Corticosterone rapidly modulates dorsomedial hypothalamus serotonin and behavior in an estrogen- and progesterone-dependent manner in adult female rats: potential role of organic cation transporter 3 (OCT3).

Abstract

Previous studies have shown that corticosterone rapidly alters extracellular serotonin (5-hydroxytryptamine; 5-HT) concentrations in the dorsomedial hypothalamus (DMH) of adult male rats, suggesting a role for corticosterone actions in the DMH in regulation of physiological and behavioral responses. Whether or not corticosterone also rapidly alters extracellular serotonin concentrations in the DMH of female rats, and the dependence of this effect on ovarian hormones, is not known.
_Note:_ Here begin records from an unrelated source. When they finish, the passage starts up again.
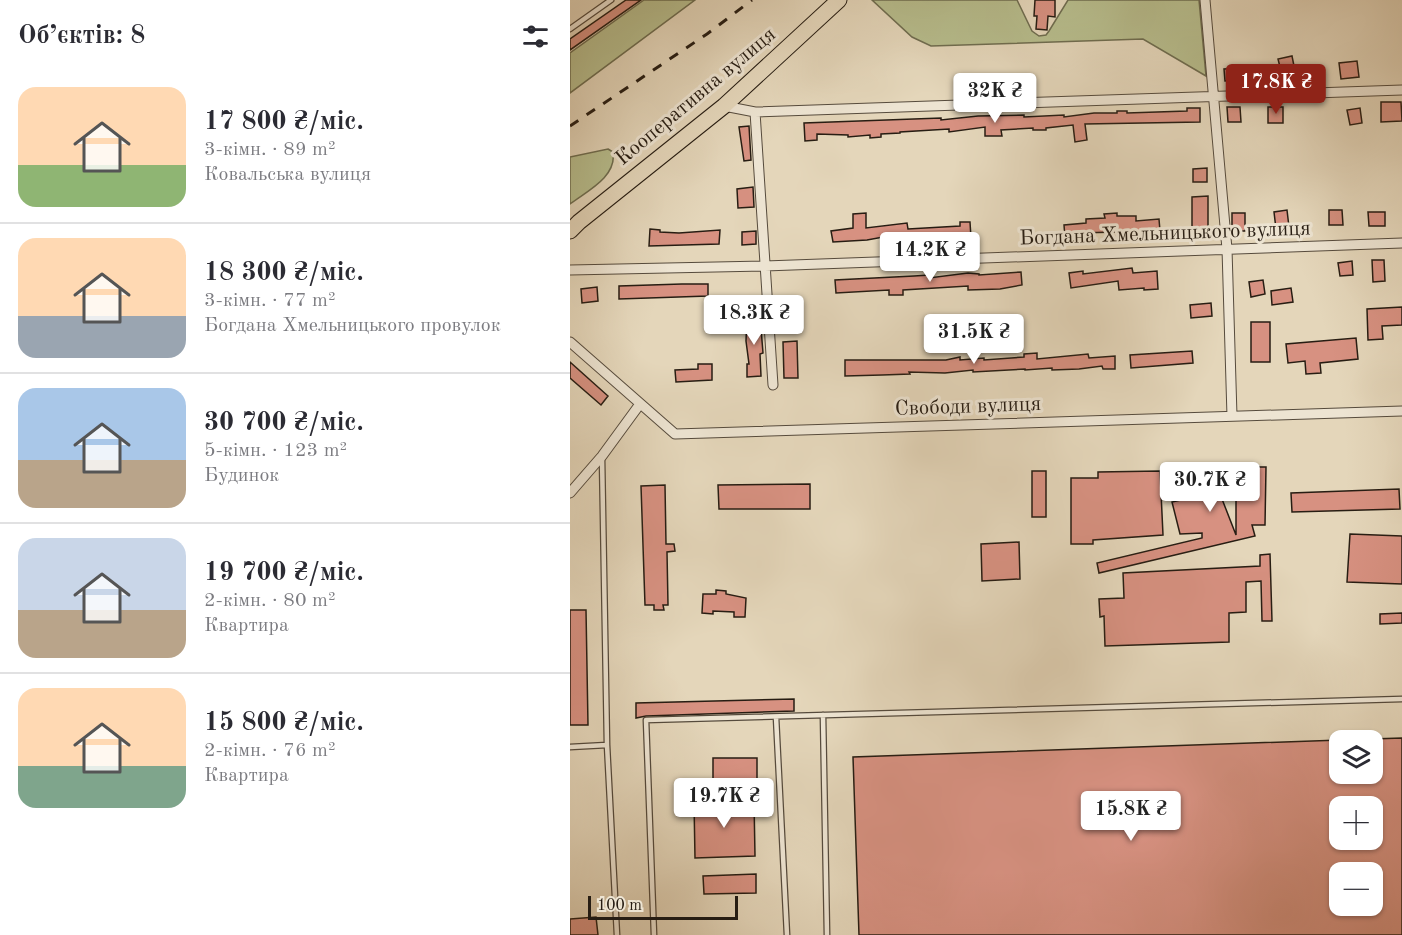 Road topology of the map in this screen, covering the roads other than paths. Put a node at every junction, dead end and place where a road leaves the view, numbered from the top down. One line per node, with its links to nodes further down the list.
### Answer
1 (611, 0): 4 (lane)
2 (839, 0): 7 (main road, Кооперативна вулиця)
3 (1205, 0): 6 (street)
4 (570, 29)
5 (1402, 90): 6 (street)
6 (1215, 95): 8 (street); 11 (street)
7 (724, 106): 8 (street); 9 (main road, Кооперативна вулиця)
8 (755, 112): 12 (street)
9 (573, 226)
10 (1402, 243): 11 (street, Богдана Хмельницького вулиця)
11 (1227, 249): 12 (street, Богдана Хмельницького вулиця); 18 (street)
12 (765, 266): 13 (street, Богдана Хмельницького вулиця); 15 (street)
13 (570, 270)
14 (570, 342): 16 (street, Свободи вулиця)
15 (773, 385)
16 (640, 404): 18 (street, Свободи вулиця); 19 (street)
17 (1402, 411): 18 (street, Свободи вулиця)
18 (1232, 416)
19 (602, 456): 20 (street); 24 (lane)
20 (572, 486)
21 (1402, 699): 22 (lane)
22 (823, 715): 23 (lane); 29 (lane)
23 (776, 717): 27 (lane); 28 (lane)
24 (607, 746): 25 (lane); 26 (lane)
25 (570, 747)
26 (617, 935)
27 (654, 935)
28 (787, 935)
29 (827, 935) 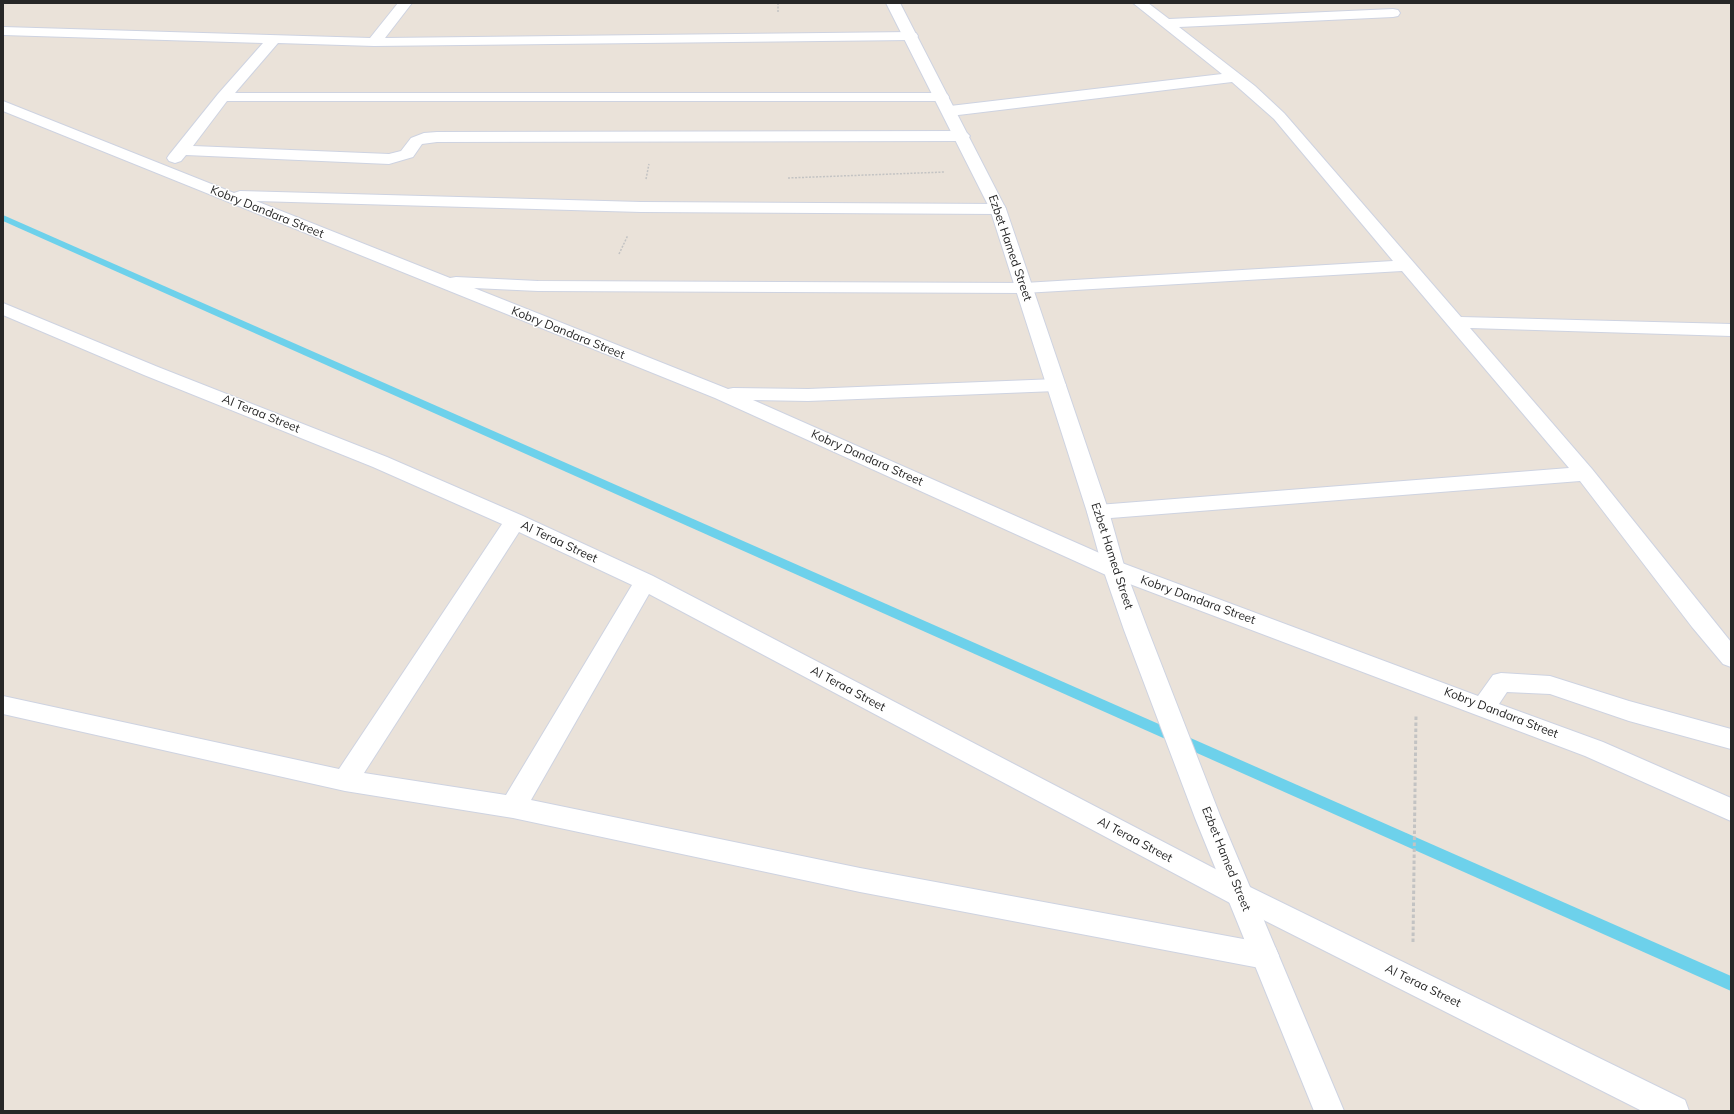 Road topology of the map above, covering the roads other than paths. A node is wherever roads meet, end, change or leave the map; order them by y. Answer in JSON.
{"nodes":[{"id":1,"x":405,"y":3,"type":"edge"},
{"id":2,"x":893,"y":3,"type":"edge"},
{"id":3,"x":1140,"y":3,"type":"edge"},
{"id":4,"x":1393,"y":13,"type":"dead end"},
{"id":5,"x":1166,"y":23,"type":"junction"},
{"id":6,"x":3,"y":31,"type":"edge"},
{"id":7,"x":911,"y":36,"type":"junction"},
{"id":8,"x":274,"y":39,"type":"junction"},
{"id":9,"x":374,"y":42,"type":"junction"},
{"id":10,"x":1235,"y":77,"type":"junction"},
{"id":11,"x":223,"y":97,"type":"junction"},
{"id":12,"x":946,"y":104,"type":"junction"},
{"id":13,"x":3,"y":106,"type":"edge"},
{"id":14,"x":962,"y":136,"type":"junction"},
{"id":15,"x":183,"y":150,"type":"junction"},
{"id":16,"x":164,"y":170,"type":"junction"},
{"id":17,"x":225,"y":196,"type":"junction"},
{"id":18,"x":998,"y":209,"type":"junction"},
{"id":19,"x":1408,"y":265,"type":"junction"},
{"id":20,"x":438,"y":281,"type":"junction"},
{"id":21,"x":1024,"y":288,"type":"junction"},
{"id":22,"x":3,"y":308,"type":"edge"},
{"id":23,"x":1456,"y":322,"type":"junction"},
{"id":24,"x":1731,"y":330,"type":"edge"},
{"id":25,"x":1056,"y":385,"type":"junction"},
{"id":26,"x":722,"y":394,"type":"junction"},
{"id":27,"x":1585,"y":474,"type":"junction"},
{"id":28,"x":1098,"y":512,"type":"junction"},
{"id":29,"x":515,"y":522,"type":"junction"},
{"id":30,"x":1114,"y":569,"type":"junction"},
{"id":31,"x":645,"y":582,"type":"junction"},
{"id":32,"x":1731,"y":658,"type":"edge"},
{"id":33,"x":3,"y":706,"type":"edge"},
{"id":34,"x":1483,"y":707,"type":"junction"},
{"id":35,"x":1731,"y":739,"type":"edge"},
{"id":36,"x":345,"y":781,"type":"junction"},
{"id":37,"x":513,"y":807,"type":"junction"},
{"id":38,"x":1731,"y":810,"type":"edge"},
{"id":39,"x":1240,"y":895,"type":"junction"},
{"id":40,"x":1265,"y":956,"type":"junction"},
{"id":41,"x":1329,"y":1111,"type":"edge"},
{"id":42,"x":1674,"y":1111,"type":"edge"}],
"edges":[{"from":1,"to":9,"type":"street"},
{"from":2,"to":7,"type":"street","name":"Ezbet Hamed Street"},
{"from":3,"to":5,"type":"street"},
{"from":4,"to":5,"type":"street"},
{"from":5,"to":10,"type":"street"},
{"from":6,"to":8,"type":"street"},
{"from":7,"to":9,"type":"street"},
{"from":7,"to":12,"type":"street","name":"Ezbet Hamed Street"},
{"from":8,"to":9,"type":"street"},
{"from":8,"to":11,"type":"street"},
{"from":10,"to":12,"type":"street"},
{"from":10,"to":19,"type":"street"},
{"from":11,"to":12,"type":"street"},
{"from":11,"to":15,"type":"street"},
{"from":12,"to":14,"type":"street","name":"Ezbet Hamed Street"},
{"from":13,"to":16,"type":"street","name":"Kobry Dandara Street"},
{"from":14,"to":15,"type":"street"},
{"from":14,"to":18,"type":"street","name":"Ezbet Hamed Street"},
{"from":15,"to":16,"type":"street"},
{"from":16,"to":17,"type":"street","name":"Kobry Dandara Street"},
{"from":17,"to":18,"type":"street"},
{"from":17,"to":20,"type":"street","name":"Kobry Dandara Street"},
{"from":18,"to":21,"type":"street","name":"Ezbet Hamed Street"},
{"from":19,"to":21,"type":"street"},
{"from":19,"to":23,"type":"street"},
{"from":20,"to":21,"type":"street"},
{"from":20,"to":26,"type":"street","name":"Kobry Dandara Street"},
{"from":21,"to":25,"type":"street","name":"Ezbet Hamed Street"},
{"from":22,"to":29,"type":"street","name":"Al Teraa Street"},
{"from":23,"to":24,"type":"street"},
{"from":23,"to":27,"type":"street"},
{"from":25,"to":26,"type":"street"},
{"from":25,"to":28,"type":"street","name":"Ezbet Hamed Street"},
{"from":26,"to":30,"type":"street","name":"Kobry Dandara Street"},
{"from":27,"to":28,"type":"street"},
{"from":27,"to":32,"type":"street"},
{"from":28,"to":30,"type":"street","name":"Ezbet Hamed Street"},
{"from":29,"to":31,"type":"street","name":"Al Teraa Street"},
{"from":29,"to":36,"type":"street"},
{"from":30,"to":34,"type":"street","name":"Kobry Dandara Street"},
{"from":30,"to":39,"type":"street","name":"Ezbet Hamed Street"},
{"from":31,"to":37,"type":"street"},
{"from":31,"to":39,"type":"street","name":"Al Teraa Street"},
{"from":33,"to":36,"type":"street"},
{"from":34,"to":35,"type":"street"},
{"from":34,"to":38,"type":"street","name":"Kobry Dandara Street"},
{"from":36,"to":37,"type":"street"},
{"from":37,"to":40,"type":"street"},
{"from":39,"to":40,"type":"street","name":"Ezbet Hamed Street"},
{"from":39,"to":42,"type":"street","name":"Al Teraa Street"},
{"from":40,"to":41,"type":"street","name":"Ezbet Hamed Street"}]} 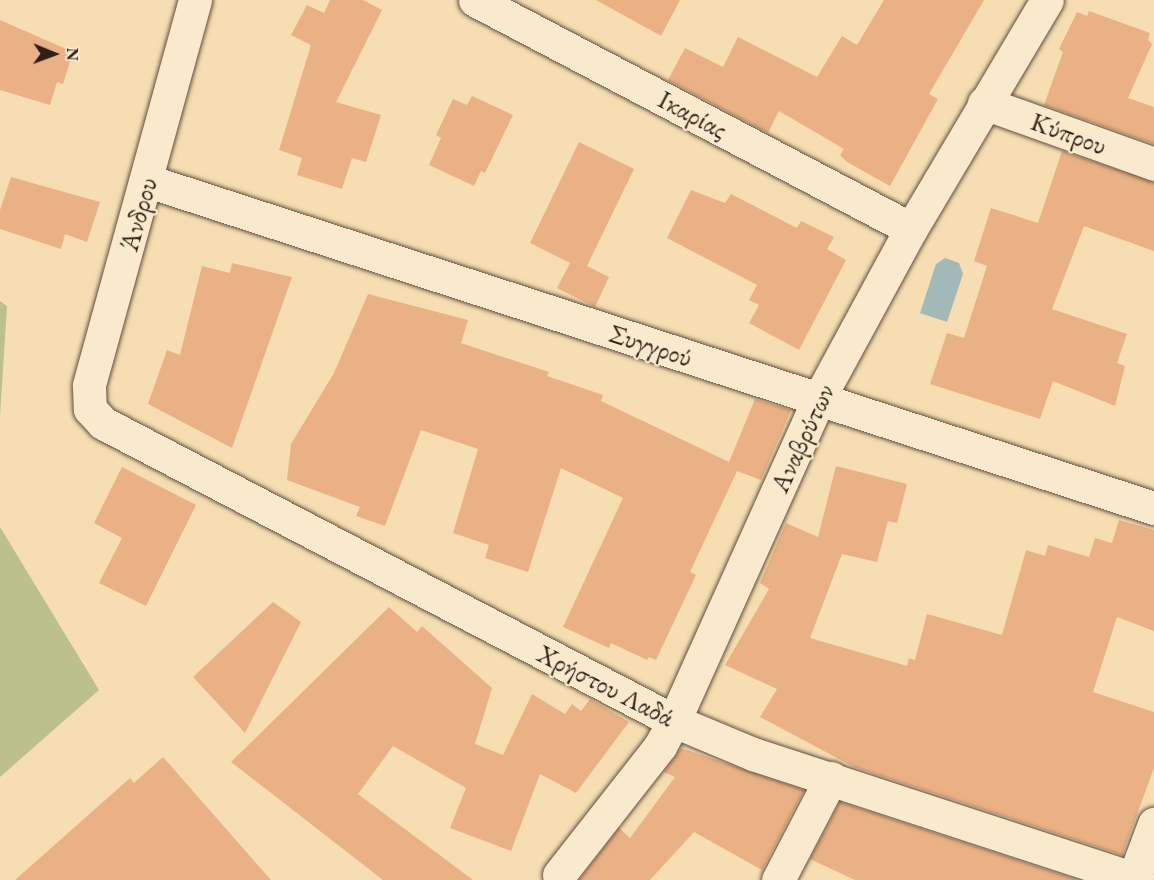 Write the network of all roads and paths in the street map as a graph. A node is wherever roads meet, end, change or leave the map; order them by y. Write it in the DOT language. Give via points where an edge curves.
graph roads {
  1 [pos="195,0"];
  2 [pos="475,0"];
  3 [pos="1047,0"];
  4 [pos="518,10"];
  5 [pos="984,103"];
  6 [pos="1154,164"];
  7 [pos="148,181"];
  8 [pos="910,229"];
  9 [pos="818,400"];
  10 [pos="104,423"];
  11 [pos="1154,508"];
  12 [pos="674,721"];
  13 [pos="831,778"];
  14 [pos="1154,824"];
  15 [pos="559,876"];
  16 [pos="778,880"];
  17 [pos="1135,880"];
  1 -- 7 [label="main road, Άνδρου"];
  2 -- 4 [label="main road, Ικαρίας"];
  3 -- 5 [label="main road, Αναβρύτων"];
  4 -- 8 [label="main road, Ικαρίας"];
  5 -- 6 [label="main road, Κύπρου"];
  5 -- 8 [label="main road, Αναβρύτων"];
  7 -- 9 [label="main road, Συγγρού"];
  7 -- 10 [label="main road, Άνδρου" via="89,386 90,409"];
  8 -- 9 [label="main road, Αναβρύτων"];
  9 -- 11 [label="main road, Συγγρού"];
  9 -- 12 [label="main road, Αναβρύτων"];
  10 -- 12 [label="main road, Χρήστου Λαδά"];
  12 -- 13 [label="main road, Χρήστου Λαδά" via="753,754"];
  12 -- 15 [label="main road, Αναβρύτων" via="660,746"];
  13 -- 16 [label="main road"];
  13 -- 17 [label="main road, Χρήστου Λαδά"];
  14 -- 17 [label="main road"];
}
To determine the effects of 17β-estradiol (E₂), progesterone (P), and corticosterone on extracellular concentrations of serotonin in the DMH, corticosterone and/or P were delivered into the DMH of ovariectomized rats via reverse microdialysis in E₂-primed rats. Combined, but not separate, delivery of corticosterone and P into the DMH rapidly and transiently increased extracellular 5-HT concentrations, a result that was dependent upon circulating E₂. This effect of corticosterone on DMH 5-HT was replicated by local perfusion of the organic cation transporter 3 (OCT3) competitive inhibitor normetanephrine. Intra-DMH infusions of either corticosterone or normetanephrine also reversibly suppressed lordosis responses in E₂ + P-primed females. These results suggest that ovarian hormones in combination with corticosterone modulate OCT3-mediated 5-HT clearance in the DMH, potentially representing an adaptive mechanism that allows sexually receptive females to respond rapidly to acute stressors.